**WHAT IS EXPECTED:** Match the word "Douglas". Return each line of the data below where it appears.

*** Block opens ***

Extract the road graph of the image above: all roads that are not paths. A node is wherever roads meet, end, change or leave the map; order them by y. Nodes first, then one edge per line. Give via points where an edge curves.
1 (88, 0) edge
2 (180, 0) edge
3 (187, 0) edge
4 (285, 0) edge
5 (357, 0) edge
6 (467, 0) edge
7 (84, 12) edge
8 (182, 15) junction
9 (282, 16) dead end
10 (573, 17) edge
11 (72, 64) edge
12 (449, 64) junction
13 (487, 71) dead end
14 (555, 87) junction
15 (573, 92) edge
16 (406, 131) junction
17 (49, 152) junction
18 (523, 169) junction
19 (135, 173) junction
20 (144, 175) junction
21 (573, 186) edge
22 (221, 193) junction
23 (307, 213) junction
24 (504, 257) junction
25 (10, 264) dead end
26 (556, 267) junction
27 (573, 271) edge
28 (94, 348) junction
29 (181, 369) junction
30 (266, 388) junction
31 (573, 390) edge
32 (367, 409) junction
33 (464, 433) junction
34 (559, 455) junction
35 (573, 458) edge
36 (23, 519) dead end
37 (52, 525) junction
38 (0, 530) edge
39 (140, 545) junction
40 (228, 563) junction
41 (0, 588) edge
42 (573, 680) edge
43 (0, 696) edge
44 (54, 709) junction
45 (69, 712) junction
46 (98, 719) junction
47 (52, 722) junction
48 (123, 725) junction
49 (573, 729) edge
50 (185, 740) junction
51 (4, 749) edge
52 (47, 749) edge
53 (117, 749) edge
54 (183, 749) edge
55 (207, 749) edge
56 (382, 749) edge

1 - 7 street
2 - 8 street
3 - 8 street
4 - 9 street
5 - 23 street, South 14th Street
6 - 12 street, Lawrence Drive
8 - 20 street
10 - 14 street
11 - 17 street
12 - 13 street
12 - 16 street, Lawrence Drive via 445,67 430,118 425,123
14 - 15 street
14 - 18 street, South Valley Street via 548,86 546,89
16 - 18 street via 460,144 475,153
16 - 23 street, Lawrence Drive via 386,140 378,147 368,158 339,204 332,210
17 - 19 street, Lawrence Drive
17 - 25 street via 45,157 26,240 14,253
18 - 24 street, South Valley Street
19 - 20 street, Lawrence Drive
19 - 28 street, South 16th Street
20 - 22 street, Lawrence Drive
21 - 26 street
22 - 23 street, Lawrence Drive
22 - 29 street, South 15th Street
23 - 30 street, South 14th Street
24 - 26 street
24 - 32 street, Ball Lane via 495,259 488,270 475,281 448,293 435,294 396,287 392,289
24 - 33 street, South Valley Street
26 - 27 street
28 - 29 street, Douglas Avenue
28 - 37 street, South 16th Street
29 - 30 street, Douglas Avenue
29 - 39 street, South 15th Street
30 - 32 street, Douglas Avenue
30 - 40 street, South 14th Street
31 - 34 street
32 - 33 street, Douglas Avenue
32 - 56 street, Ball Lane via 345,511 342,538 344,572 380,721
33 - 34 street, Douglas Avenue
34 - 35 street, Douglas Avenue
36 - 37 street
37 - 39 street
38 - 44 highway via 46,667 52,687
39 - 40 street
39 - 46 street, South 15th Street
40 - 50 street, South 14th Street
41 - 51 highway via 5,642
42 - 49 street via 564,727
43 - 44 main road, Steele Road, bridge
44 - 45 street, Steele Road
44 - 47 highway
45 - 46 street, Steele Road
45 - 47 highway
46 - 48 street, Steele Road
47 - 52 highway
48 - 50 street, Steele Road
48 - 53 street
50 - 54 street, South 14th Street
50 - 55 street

*** Block closes ***

**RESULT OF THIS EXERCISE:**
28 - 29 street, Douglas Avenue
29 - 30 street, Douglas Avenue
30 - 32 street, Douglas Avenue
32 - 33 street, Douglas Avenue
33 - 34 street, Douglas Avenue
34 - 35 street, Douglas Avenue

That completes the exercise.